La corde roulée, nous trottâmes à la poursuite de Ian et Margaret qui, à leur habitude, avaient disparu derrière la prochaine ondulation. Le temps était maintenant radieux; une légère brise soulevait la neige poudreuse tandis que, par bonds et glissades, nous approchions de la selle au-dessous de nous. La pointe suivante serait définitivement la dernière, et de son sommet nous allions dégringoler par des pentes faciles jusqu' à la route. John se réjouissait déjà à haute voix à la perspective d' une longue glissade. L' arête se relevait une dernière fois et... la douce brise se changea soudain en un vent glacial et désagréable. Ayant tourné une nervure du terrain, nous aperçûmes Ian en train de tailler des marches sur une pente vertigineuse de gazon et de glace, tandis que Margaret, assise dans la neige, lui filait de la corde. Nous avions déjà vu cela quelques fois.
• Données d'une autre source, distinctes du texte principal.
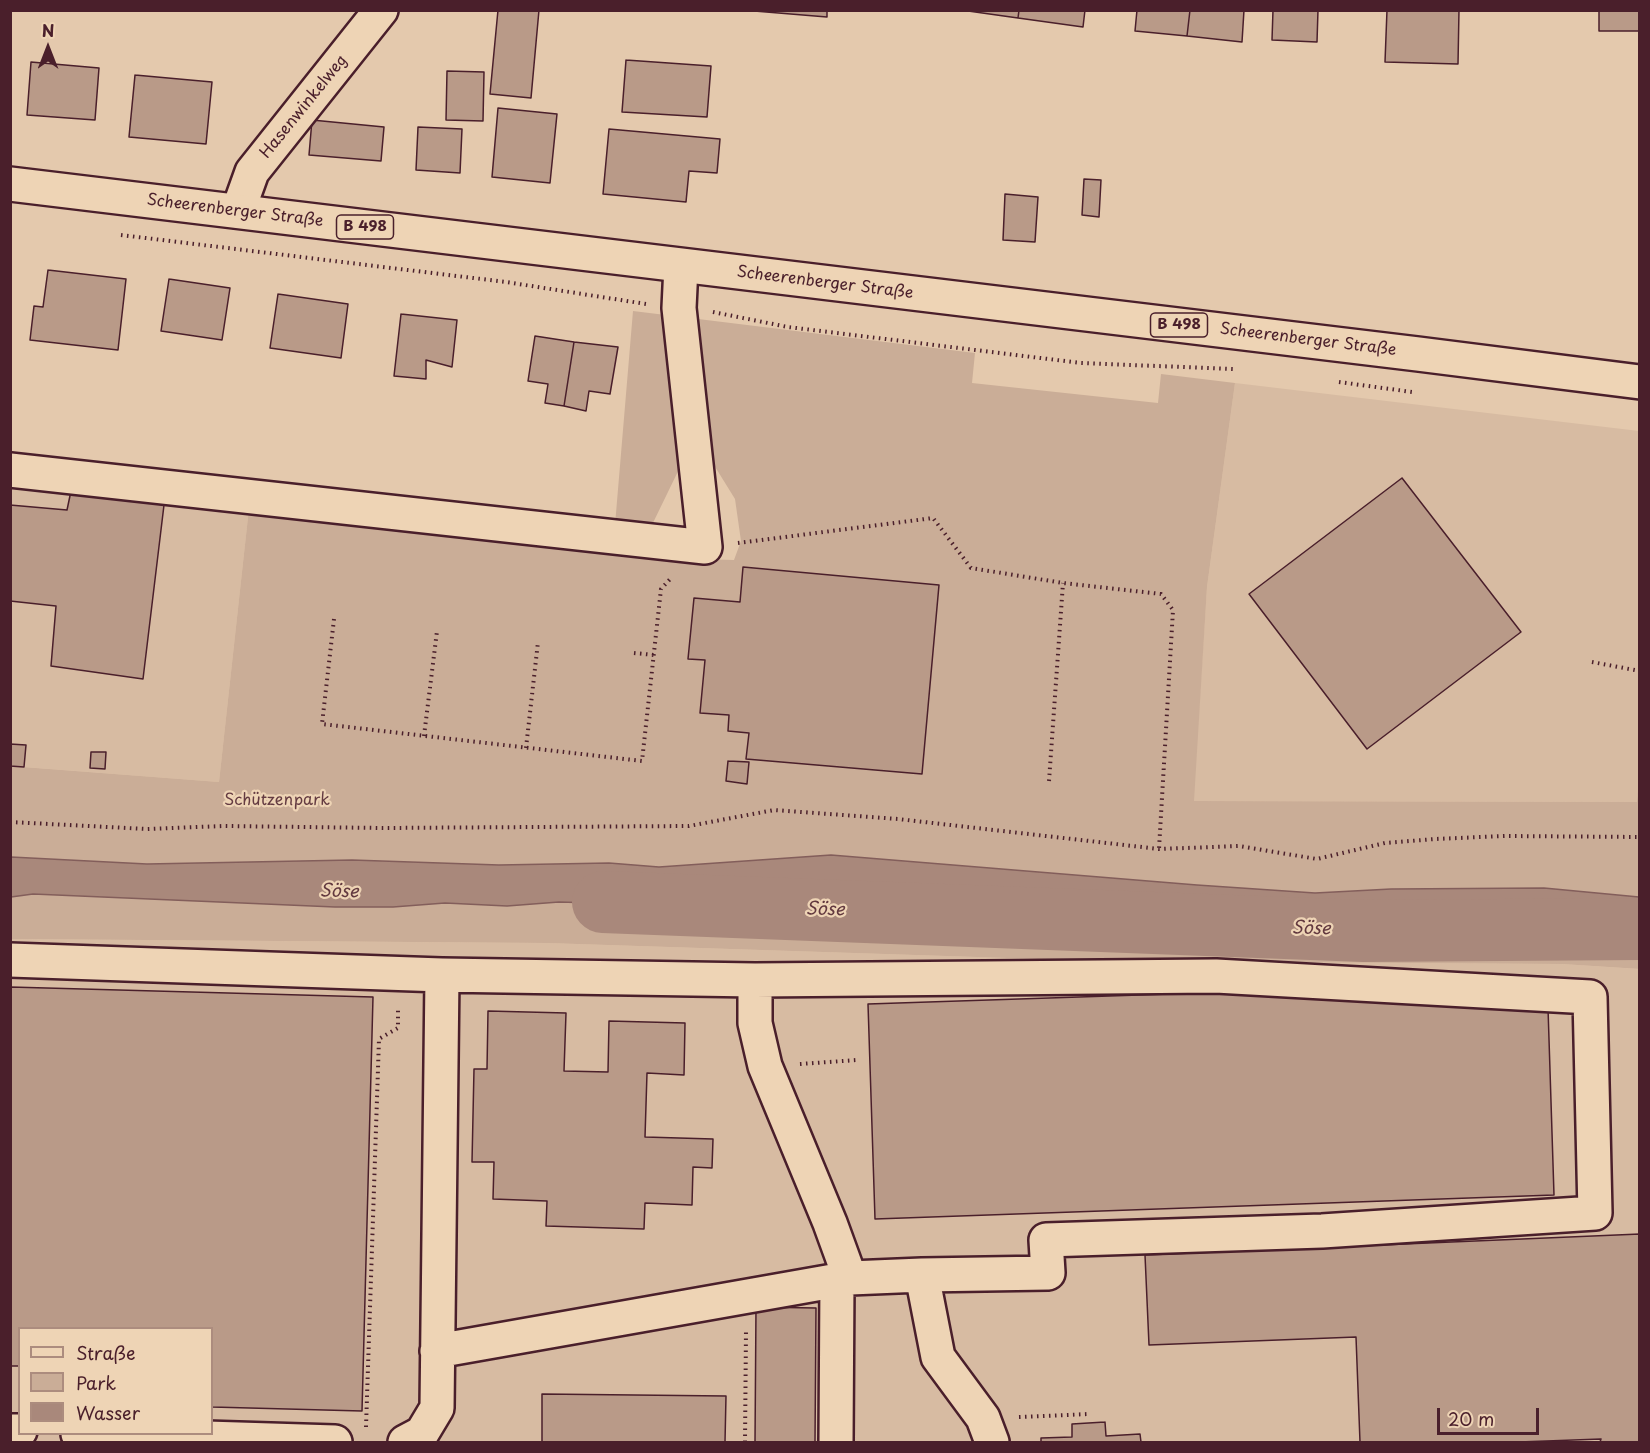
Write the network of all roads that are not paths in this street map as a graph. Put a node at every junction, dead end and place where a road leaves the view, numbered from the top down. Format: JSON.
{"nodes":[{"id":1,"x":381,"y":10,"type":"edge"},
{"id":2,"x":10,"y":184,"type":"edge"},
{"id":3,"x":238,"y":211,"type":"junction"},
{"id":4,"x":681,"y":266,"type":"junction"},
{"id":5,"x":1640,"y":382,"type":"edge"},
{"id":6,"x":10,"y":470,"type":"edge"},
{"id":7,"x":10,"y":960,"type":"edge"},
{"id":8,"x":442,"y":975,"type":"junction"},
{"id":9,"x":755,"y":980,"type":"junction"},
{"id":10,"x":922,"y":1275,"type":"junction"},
{"id":11,"x":844,"y":1279,"type":"junction"},
{"id":12,"x":436,"y":1351,"type":"junction"},
{"id":13,"x":987,"y":1430,"type":"edge"},
{"id":14,"x":107,"y":1435,"type":"edge"},
{"id":15,"x":335,"y":1443,"type":"edge"},
{"id":16,"x":405,"y":1443,"type":"edge"},
{"id":17,"x":836,"y":1443,"type":"edge"}],
"edges":[{"from":1,"to":3,"type":"main road","name":"Hasenwinkelweg"},
{"from":2,"to":3,"type":"main road","name":"Scheerenberger Straße","number":"B 498"},
{"from":3,"to":4,"type":"main road","name":"Scheerenberger Straße","number":"B 498"},
{"from":4,"to":5,"type":"main road","name":"Scheerenberger Straße","number":"B 498"},
{"from":4,"to":6,"type":"main road"},
{"from":7,"to":8,"type":"main road"},
{"from":8,"to":9,"type":"main road"},
{"from":8,"to":12,"type":"main road"},
{"from":9,"to":10,"type":"main road"},
{"from":9,"to":11,"type":"main road"},
{"from":10,"to":11,"type":"main road"},
{"from":10,"to":13,"type":"main road"},
{"from":11,"to":12,"type":"main road"},
{"from":11,"to":17,"type":"main road"},
{"from":12,"to":16,"type":"main road"},
{"from":14,"to":15,"type":"main road"}]}
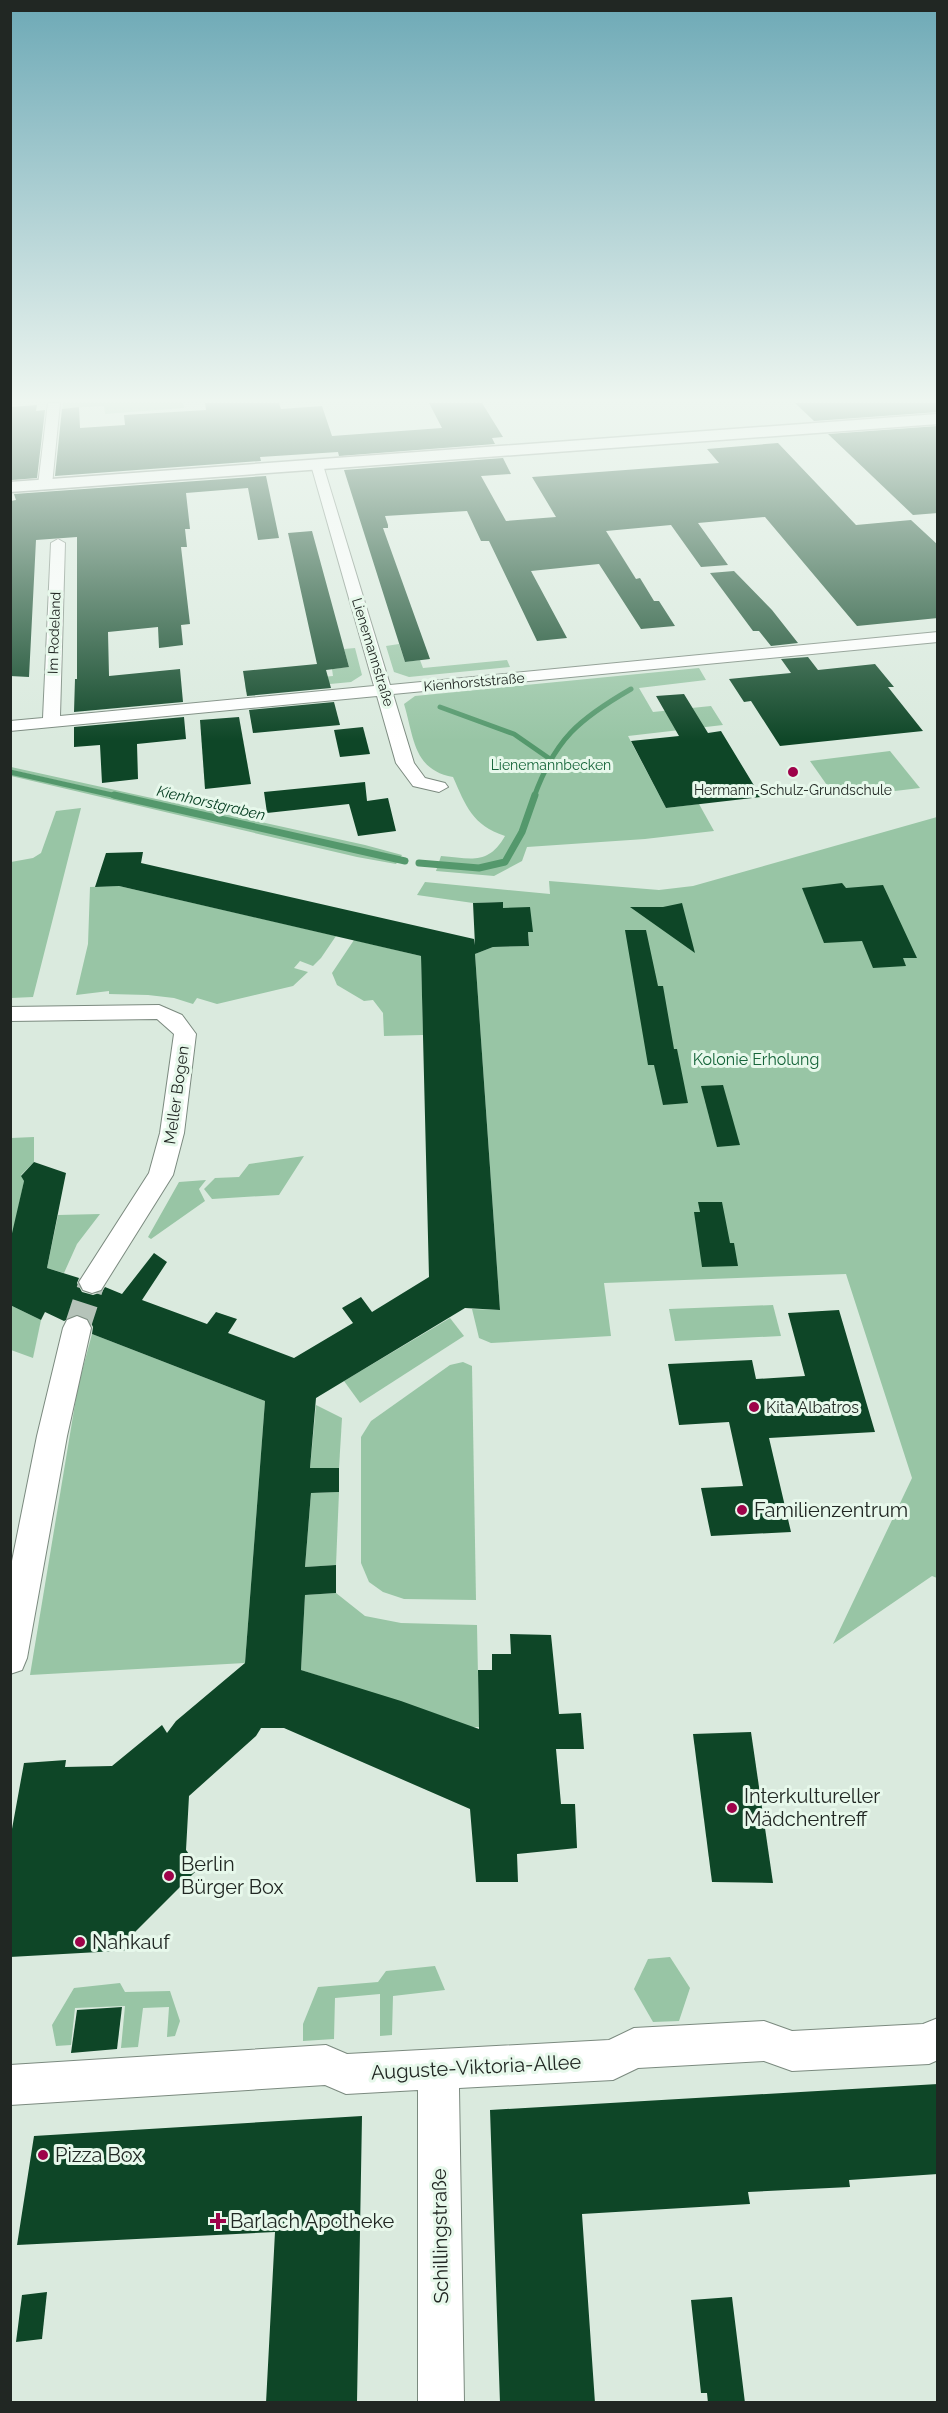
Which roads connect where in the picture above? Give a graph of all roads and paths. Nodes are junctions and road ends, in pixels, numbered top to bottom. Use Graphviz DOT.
graph roads {
  1 [pos="332,516"];
  2 [pos="58,543"];
  3 [pos="938,637"];
  4 [pos="385,690"];
  5 [pos="51,722"];
  6 [pos="10,726"];
  7 [pos="438,787"];
  8 [pos="10,1014"];
  9 [pos="92,1282"];
  10 [pos="77,1328"];
  11 [pos="10,1658"];
  12 [pos="938,2038"];
  13 [pos="438,2070"];
  14 [pos="10,2085"];
  15 [pos="441,2403"];
  1 -- 4 [label="street, Lienemannstraße"];
  2 -- 5 [label="street, Im Rodeland"];
  3 -- 4 [label="street, Kienhorststraße"];
  4 -- 5 [label="street, Kienhorststraße"];
  4 -- 7 [label="street, Lienemannstraße"];
  5 -- 6 [label="street, Kienhorststraße"];
  8 -- 9 [label="street, Meller Bogen"];
  10 -- 11 [label="street"];
  12 -- 13 [label="street, Auguste-Viktoria-Allee"];
  13 -- 14 [label="street, Auguste-Viktoria-Allee"];
  13 -- 15 [label="street, Schillingstraße"];
}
Il était 10 h. 1/2 quand nous arrivâmes à la route. Etendus sur la banquette de gazon tendre, les pieds sur nos piolets, nous allumâmes une cigarette en essayant de ne pas penser aux dix kilomètres de route qui nous séparaient de nos victuailles et de nos sacs de couchage. Mes pieds se plaignaient de m' avoir porté pendant treize heures et demie depuis notre départ, et mon estomac criait que seize heures s' étaient écoulées depuis notre dernier repas. Dix kilomètres sont un long bout de chemin, par la route ou autrement. Quelqu'un a dit une fois: « Ce serait bien plus agréable de faire de la montagne s' il n' y avait pas tant à marcher. » Deux heures plus tard, jetant pêle-mêle dans un coin cordes et piolets, nous nous affalions sur nos couches. Ne me demandez pas comment nous avons réussi à préparer un repas et à le manger; je crois que ce fut tout simplement une chance que l' un de nous se réveilla au moment critique. La dernière chose que je me rappelle, c' est Ian examinant d' un air lugubre ce qui restait de son pantalon. Les déchirures béantes aux genoux s' étaient graduellement élargies, et quelque part le long de l' arête il avait achevé le désastre en y plantant son piolet, croyant le ficher dans la neige. Pendant les dernières heures, c' était tout à fait comme s' il avait eu un kilt au lieu de pantalon. Il en portera probablement un la prochaine fois que nous ferons ensemble l' Arête d' Aonagh Eagach, mais je veillerai à mieux choisir l' heure et la saison.